Hackers leak full EA data after failed extortion attempt

Hackers leaked 751GB of compressed Electronic Arts (EA) data containing the FIFA 21 source code. This data dump comes from a hack that took place in June 2021. EA says no player data was included in the stolen data, confirmed by the data leaked this week. The hackers who breached EA last month have released the entire cache of stolen data after failing to extort the company and later sell the stolen files to a third-party buyer. The existence of this leak was initially disclosed on 10 June, when the hackers posted a thread on an underground hacking forum claiming to be in possession of EA data, which they were willing to sell for $28 million.

“Following the incident, we’ve already made security improvements and do not expect an impact on our games or our business,” an EA spokesperson told The Record. “We are actively working with law enforcement officials and other experts as part of this ongoing criminal investigation.”

After failing to find a buyer, the hackers tried to extort EA, asking the company to pay an undisclosed sum and avoid having the data leaked online. Initially, they released a cache of 1.3GB of FIFA source code on 14 July, only to release the entire data two weeks later after EA shunned their threats.

New WeTransfer phishing attack spoofs file-sharing to steal credentials

According to a report from Armorblox, cybercriminals are spoofing the WeTransfer file hosting system to carry out credential phishing attacks. The phishing email's subject line is "View Files Sent Via WeTransfer", with WeTransfer branding, and claims that WeTransfer has shared two files with the victim, with a link that leads to a phishing page featuring Microsoft Excel branding.  The similarity is enough to come across as a genuine WeTransfer email and can easily deceive unsuspecting users. The email body also makes several references to the target organisation to appear legitimate.

When the victim clicks on View Files, the link leads them to a phishing page supposedly of Microsoft Excel, with a blurred-out spreadsheet in the background and a form in the foreground that requires the victim to enter login credentials. It already contains the victim’s email address to create a sense of legitimacy around the entire process.

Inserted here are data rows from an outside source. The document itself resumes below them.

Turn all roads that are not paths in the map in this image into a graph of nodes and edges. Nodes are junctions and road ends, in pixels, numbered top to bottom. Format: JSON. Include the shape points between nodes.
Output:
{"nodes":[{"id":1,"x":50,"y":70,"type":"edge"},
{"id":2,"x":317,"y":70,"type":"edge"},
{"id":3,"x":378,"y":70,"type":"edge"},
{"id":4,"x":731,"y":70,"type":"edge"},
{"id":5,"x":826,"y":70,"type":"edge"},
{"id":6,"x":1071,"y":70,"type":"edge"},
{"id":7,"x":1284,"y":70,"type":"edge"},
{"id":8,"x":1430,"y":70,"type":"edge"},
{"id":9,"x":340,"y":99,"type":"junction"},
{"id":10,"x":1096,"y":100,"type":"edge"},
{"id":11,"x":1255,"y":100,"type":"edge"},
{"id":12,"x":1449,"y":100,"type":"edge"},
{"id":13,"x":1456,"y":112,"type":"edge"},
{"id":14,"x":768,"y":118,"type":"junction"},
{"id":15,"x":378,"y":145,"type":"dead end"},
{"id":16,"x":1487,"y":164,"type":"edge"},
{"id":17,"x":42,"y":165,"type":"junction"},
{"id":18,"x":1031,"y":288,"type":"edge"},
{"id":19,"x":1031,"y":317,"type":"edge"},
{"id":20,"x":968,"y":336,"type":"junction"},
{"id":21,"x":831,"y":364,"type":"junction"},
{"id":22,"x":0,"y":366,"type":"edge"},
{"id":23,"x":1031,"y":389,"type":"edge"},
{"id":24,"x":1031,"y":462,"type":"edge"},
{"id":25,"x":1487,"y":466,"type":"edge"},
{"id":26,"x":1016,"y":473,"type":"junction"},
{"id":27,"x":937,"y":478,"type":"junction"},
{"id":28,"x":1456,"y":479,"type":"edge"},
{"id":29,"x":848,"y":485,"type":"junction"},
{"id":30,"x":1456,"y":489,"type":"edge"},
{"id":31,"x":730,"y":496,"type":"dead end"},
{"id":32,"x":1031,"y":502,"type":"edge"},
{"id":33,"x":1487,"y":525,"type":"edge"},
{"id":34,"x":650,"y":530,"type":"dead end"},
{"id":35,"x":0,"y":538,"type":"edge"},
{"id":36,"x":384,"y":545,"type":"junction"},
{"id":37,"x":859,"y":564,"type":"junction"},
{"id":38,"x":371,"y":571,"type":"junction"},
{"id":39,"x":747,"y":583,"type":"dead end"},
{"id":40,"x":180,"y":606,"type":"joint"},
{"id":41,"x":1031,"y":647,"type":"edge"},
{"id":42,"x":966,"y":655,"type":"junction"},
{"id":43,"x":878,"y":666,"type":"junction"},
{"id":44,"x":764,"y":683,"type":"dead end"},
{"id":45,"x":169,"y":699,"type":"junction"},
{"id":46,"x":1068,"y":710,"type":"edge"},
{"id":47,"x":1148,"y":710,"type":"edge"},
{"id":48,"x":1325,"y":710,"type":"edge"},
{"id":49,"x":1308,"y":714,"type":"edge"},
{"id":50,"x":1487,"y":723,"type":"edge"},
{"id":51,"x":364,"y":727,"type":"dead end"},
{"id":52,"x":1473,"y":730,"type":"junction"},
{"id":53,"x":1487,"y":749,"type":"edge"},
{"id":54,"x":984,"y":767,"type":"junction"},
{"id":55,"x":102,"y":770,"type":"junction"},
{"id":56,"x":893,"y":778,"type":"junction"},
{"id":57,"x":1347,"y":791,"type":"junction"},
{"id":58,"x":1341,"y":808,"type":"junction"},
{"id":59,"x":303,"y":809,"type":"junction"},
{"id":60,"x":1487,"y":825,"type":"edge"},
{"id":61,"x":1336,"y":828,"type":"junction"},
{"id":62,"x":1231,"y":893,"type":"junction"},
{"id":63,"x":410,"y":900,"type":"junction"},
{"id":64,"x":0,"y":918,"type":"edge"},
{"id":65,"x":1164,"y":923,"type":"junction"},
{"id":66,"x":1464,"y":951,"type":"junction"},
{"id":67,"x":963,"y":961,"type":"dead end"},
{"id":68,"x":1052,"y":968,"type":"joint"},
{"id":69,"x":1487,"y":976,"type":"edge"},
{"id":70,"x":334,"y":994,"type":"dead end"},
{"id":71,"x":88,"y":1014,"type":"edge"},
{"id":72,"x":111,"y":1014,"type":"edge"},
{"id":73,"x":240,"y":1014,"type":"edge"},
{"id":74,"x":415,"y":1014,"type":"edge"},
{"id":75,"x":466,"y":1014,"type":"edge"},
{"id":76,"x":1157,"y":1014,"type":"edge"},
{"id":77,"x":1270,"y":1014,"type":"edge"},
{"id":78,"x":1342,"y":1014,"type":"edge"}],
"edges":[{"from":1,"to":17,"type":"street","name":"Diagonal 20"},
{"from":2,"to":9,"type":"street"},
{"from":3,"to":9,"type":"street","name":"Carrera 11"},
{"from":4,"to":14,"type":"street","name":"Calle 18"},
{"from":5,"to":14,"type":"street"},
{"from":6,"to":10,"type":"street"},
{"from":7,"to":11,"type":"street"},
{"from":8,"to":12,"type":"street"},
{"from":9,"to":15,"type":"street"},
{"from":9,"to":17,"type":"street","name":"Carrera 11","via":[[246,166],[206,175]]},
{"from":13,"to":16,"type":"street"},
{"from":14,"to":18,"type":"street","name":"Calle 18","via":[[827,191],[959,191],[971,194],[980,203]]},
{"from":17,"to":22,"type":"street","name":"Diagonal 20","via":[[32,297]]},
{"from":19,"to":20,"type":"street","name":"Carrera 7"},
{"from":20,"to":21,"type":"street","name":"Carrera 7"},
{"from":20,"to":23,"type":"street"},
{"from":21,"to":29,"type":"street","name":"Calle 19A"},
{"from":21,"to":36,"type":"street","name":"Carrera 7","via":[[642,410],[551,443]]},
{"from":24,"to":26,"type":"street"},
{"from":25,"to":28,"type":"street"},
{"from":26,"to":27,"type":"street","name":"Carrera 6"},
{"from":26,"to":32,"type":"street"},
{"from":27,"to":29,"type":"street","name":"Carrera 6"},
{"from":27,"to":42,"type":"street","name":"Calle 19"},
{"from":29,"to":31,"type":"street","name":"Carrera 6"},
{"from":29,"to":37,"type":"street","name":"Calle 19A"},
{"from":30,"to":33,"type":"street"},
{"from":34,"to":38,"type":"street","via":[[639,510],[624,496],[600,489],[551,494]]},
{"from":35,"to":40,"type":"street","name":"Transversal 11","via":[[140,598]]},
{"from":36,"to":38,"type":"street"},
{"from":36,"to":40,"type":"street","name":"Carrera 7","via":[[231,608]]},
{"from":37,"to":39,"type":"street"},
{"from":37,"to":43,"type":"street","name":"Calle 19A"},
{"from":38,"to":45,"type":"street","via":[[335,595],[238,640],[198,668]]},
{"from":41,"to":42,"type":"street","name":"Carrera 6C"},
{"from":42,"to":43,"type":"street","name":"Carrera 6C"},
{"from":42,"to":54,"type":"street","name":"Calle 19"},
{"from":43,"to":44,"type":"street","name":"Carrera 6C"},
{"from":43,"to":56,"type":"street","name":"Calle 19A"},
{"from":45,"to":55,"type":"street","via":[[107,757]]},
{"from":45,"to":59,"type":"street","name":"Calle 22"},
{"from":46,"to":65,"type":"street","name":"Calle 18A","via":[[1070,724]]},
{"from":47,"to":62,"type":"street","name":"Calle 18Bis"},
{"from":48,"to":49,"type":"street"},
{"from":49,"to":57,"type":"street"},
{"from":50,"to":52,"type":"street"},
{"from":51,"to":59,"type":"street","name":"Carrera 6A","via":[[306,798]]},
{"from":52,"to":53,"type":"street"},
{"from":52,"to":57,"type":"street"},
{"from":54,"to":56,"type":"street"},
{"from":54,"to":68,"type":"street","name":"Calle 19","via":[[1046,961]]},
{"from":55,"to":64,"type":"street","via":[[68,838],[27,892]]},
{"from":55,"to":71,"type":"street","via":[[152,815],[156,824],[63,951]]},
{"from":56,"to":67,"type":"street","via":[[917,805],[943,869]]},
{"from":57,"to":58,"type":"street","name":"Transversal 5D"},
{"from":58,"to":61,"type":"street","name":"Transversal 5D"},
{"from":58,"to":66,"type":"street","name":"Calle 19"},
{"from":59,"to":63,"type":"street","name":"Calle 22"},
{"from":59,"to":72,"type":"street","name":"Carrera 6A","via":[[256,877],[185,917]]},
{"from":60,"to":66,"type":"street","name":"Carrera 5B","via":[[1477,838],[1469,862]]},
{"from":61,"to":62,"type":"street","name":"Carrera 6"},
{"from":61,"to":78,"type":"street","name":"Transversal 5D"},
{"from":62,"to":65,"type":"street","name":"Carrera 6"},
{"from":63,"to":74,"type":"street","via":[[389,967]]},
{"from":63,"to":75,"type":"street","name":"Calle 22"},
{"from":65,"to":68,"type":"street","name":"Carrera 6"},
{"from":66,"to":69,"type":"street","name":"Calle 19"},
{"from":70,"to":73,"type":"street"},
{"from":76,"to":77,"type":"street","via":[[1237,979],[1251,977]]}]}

A range of techniques has been used to evade conventional email security filters and lure unsuspecting users. This includes social engineering, as the email title, content, and sender name have been designed to create a sense of trust and urgency in the victims.

Several malicious typosquatted python libraries found on PyPI repository

As many as eight python packages that were downloaded more than 30,000 times have been removed from the PyPI portal for containing malicious code, once again highlighting how software package repositories are evolving into a popular target for supply chain attacks.

"Lack of moderation and automated security controls in public software repositories allow even inexperienced attackers to use them as a platform to spread malware, whether through typosquatting, dependency confusion, or simple social engineering attacks," JFrog researchers Andrey Polkovnichenko, Omer Kaspi, and Shachar Menashe said on Thursday.

PyPI, short for Python Package Index, is the official third-party software repository for python, with package manager utilities like pip relying on it as the default source for packages and their dependencies. PyPI is hardly alone among software package repositories that have emerged as a potential attack surface for intruders, with malicious packages uncovered in npm and RubyGems equipped with capabilities that could potentially disrupt a whole system or serve as a valuable jumping-off point for burrowing deeper into a victim's network.